Closed akkartik closed 4 years ago
@charles-l I just spun up this PR for survey.subx. No failing tests yet. Only mildly interesting thing to look at may be the ELF header definitions.
@charles-l I'm still cleaning up #32 so haven't written any tests here yet. If you're looking for something to do, could you create a function here called emit-elf-header
that prints out the Elf_header
string? For now convert
can consist just of emit-elf-header
and then cat
ing stdin to stdout.
Any tests I think of for this seem pretty silly, so let's just test it manually at the commandline.
I'm thinking hard about how to build this phase, now that dquotes is fully merged (yay!)
There seem to be three tasks to perform here (and I'm constantly wondering whether to split them up into multiple phases, but they seem to need some common offset tracking as they read stdin):
Since labels can be defined after they're used, there need to be two passes. The first performs tasks 1 and 2. The second performs task 3.
We need to drop labels at some point. And we can't rewind the input fd at the moment. Perhaps it's cleaner to not add seek
syscalls for now.
Ok, so very high-level pseudocode.
Data structures shared between pass 1 and pass 2.
segments
: table from segment name to (starting address, starting offset, size in bytes)labels
: table from label name to segment offsettmp
: copy of stdin in memoryPass 1
var file-offset = 0, segment-offset = 0
while reading words from stdin
if word is a label
x : (address number) = insert(labels, name)
*x = segment-offset
continue
emit word to tmp
if word == '=='
name = read word from stdin
seg : (address segment) = insert(segments, name)
emit word to tmp
name = read word from stdin
emit name to tmp
addr = read word from stdin
seg->starting-address = parse-hex-int(addr)

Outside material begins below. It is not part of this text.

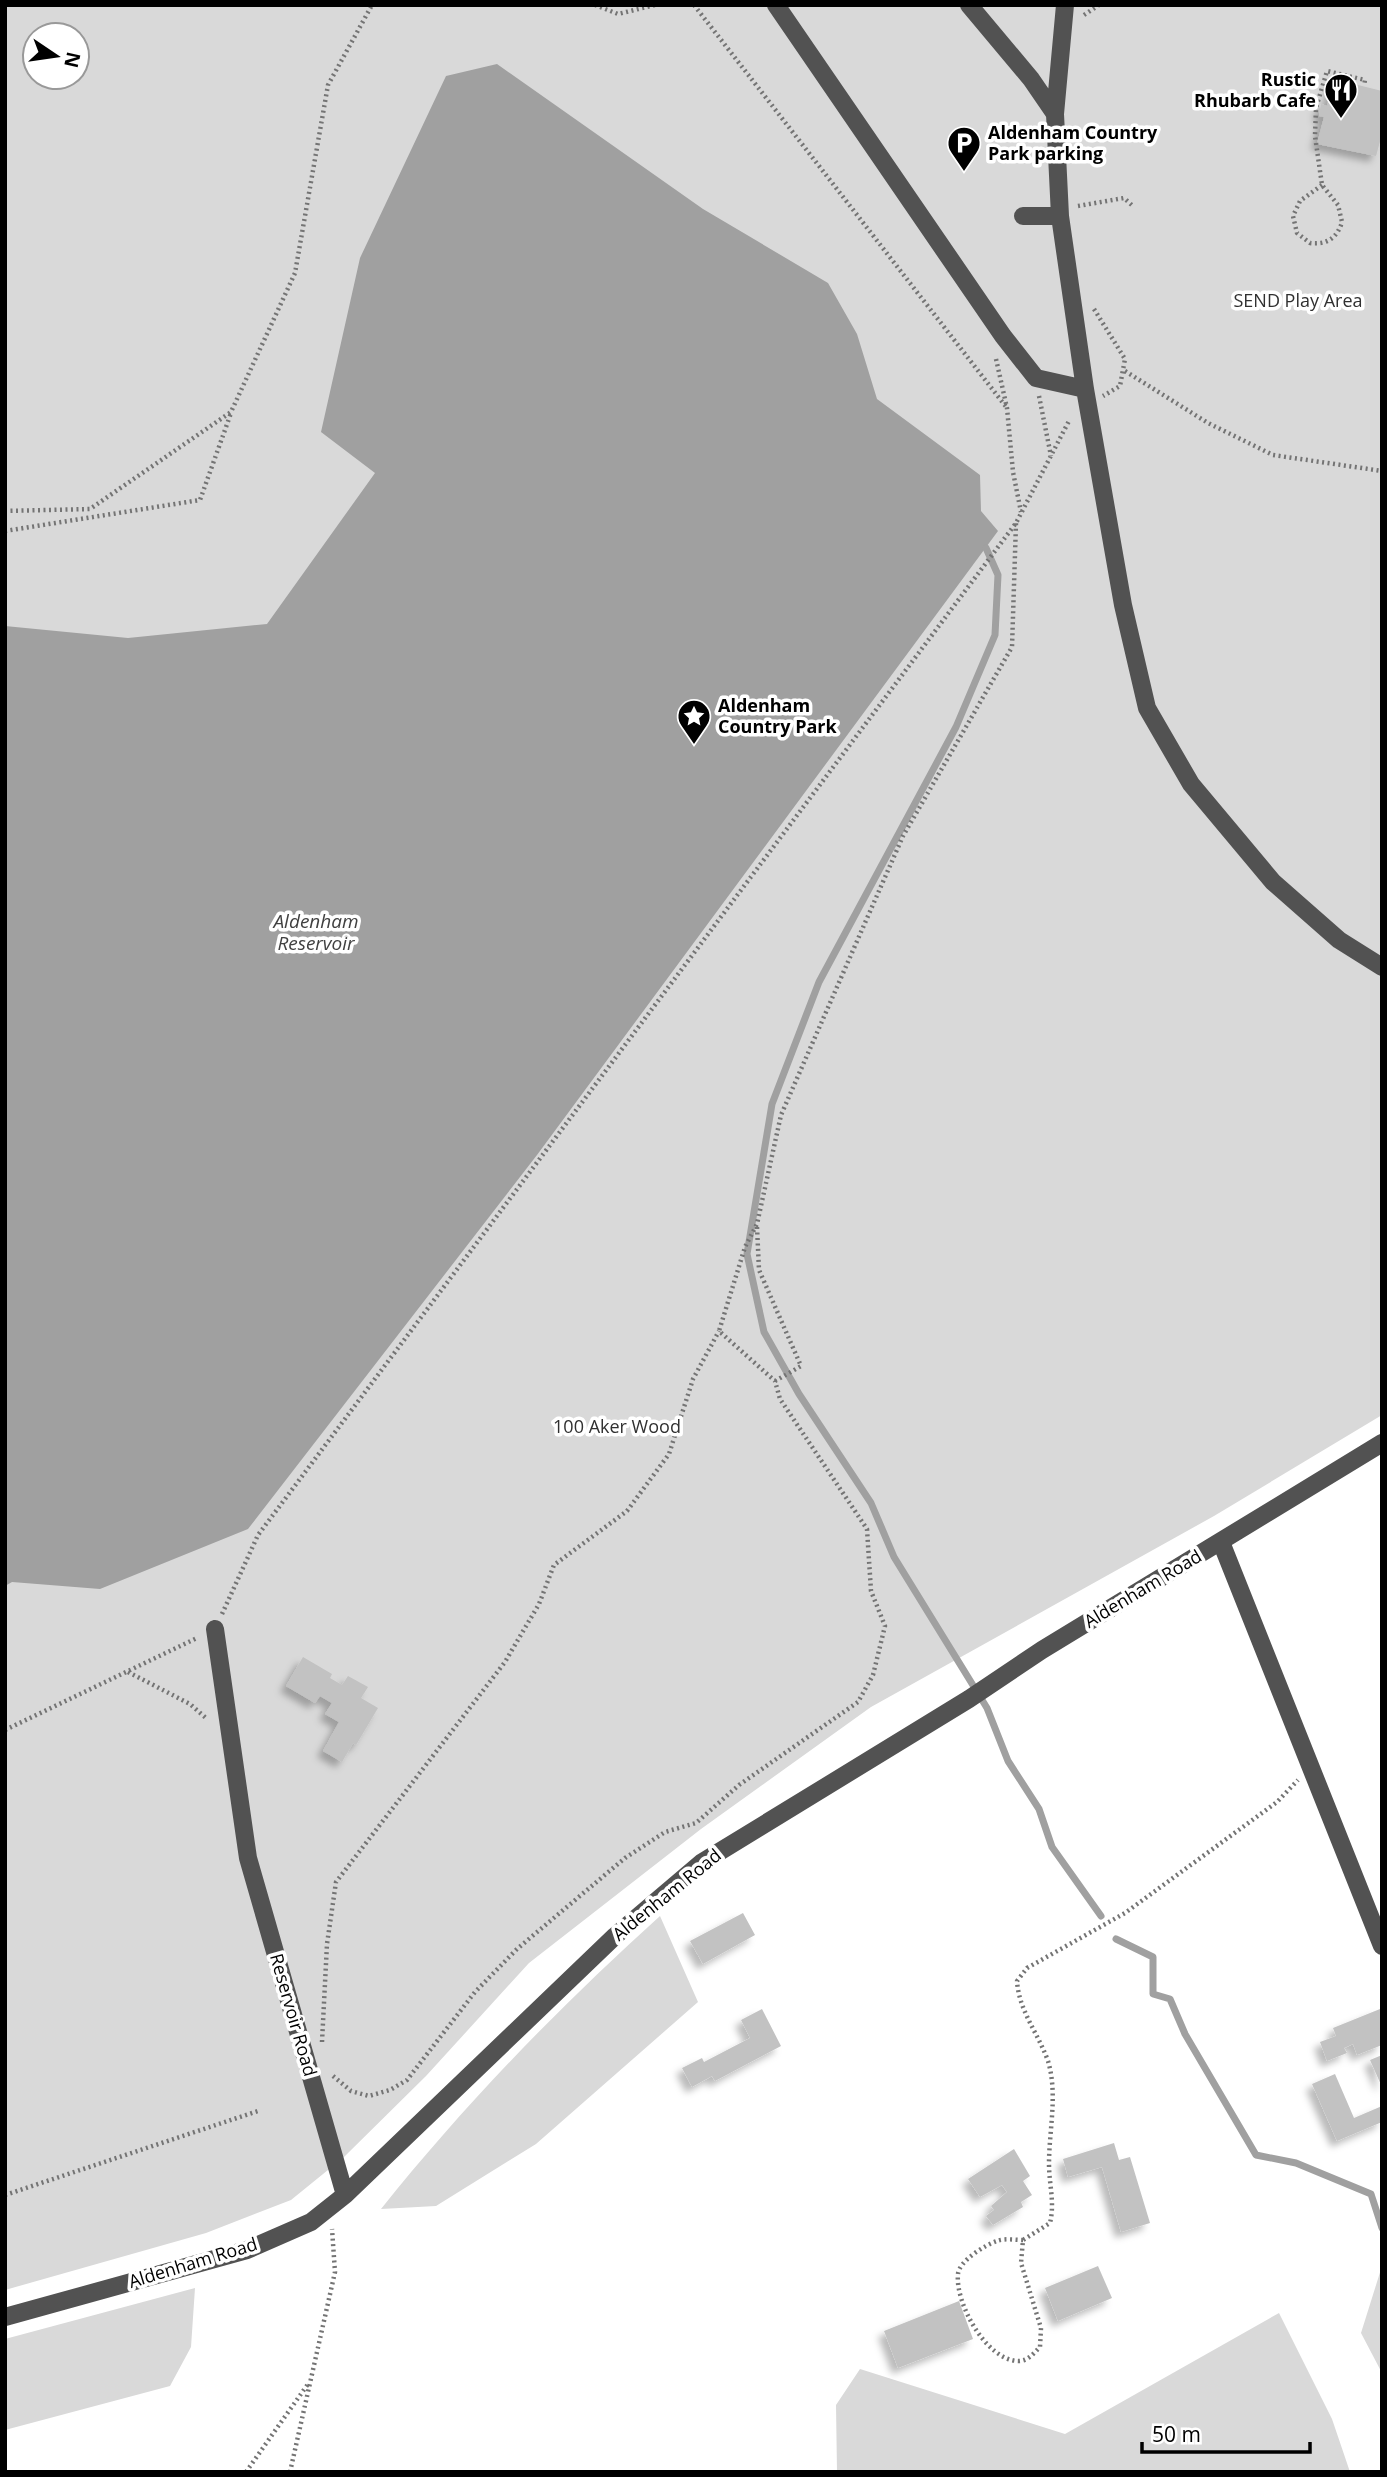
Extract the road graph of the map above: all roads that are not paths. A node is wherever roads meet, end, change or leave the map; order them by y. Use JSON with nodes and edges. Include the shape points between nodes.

seg->starting-offset = file-offset
segment-offset = 0
else
width = compute-width(word)
segment-offset += width
file-offset += width
compute-width
usually returns 1, unless word
has metadata /imm32
, /disp16
, etc.
Pass 2
emit-elf-header(segments)
emit-elf-program-headers(segments)
var file-offset = 0, segment-offset = 0
var curr-seg-offset = 0, curr-seg-address = 0
while reading word from tmp
if (word == "==") skip line
datum = next-token(word, '/')
var value = 0, width = 1
if is-hex-int?(datum)
value = parse-hex-int(datum)
else if has-metadata?("/disp8") or has-metadata?("/disp32")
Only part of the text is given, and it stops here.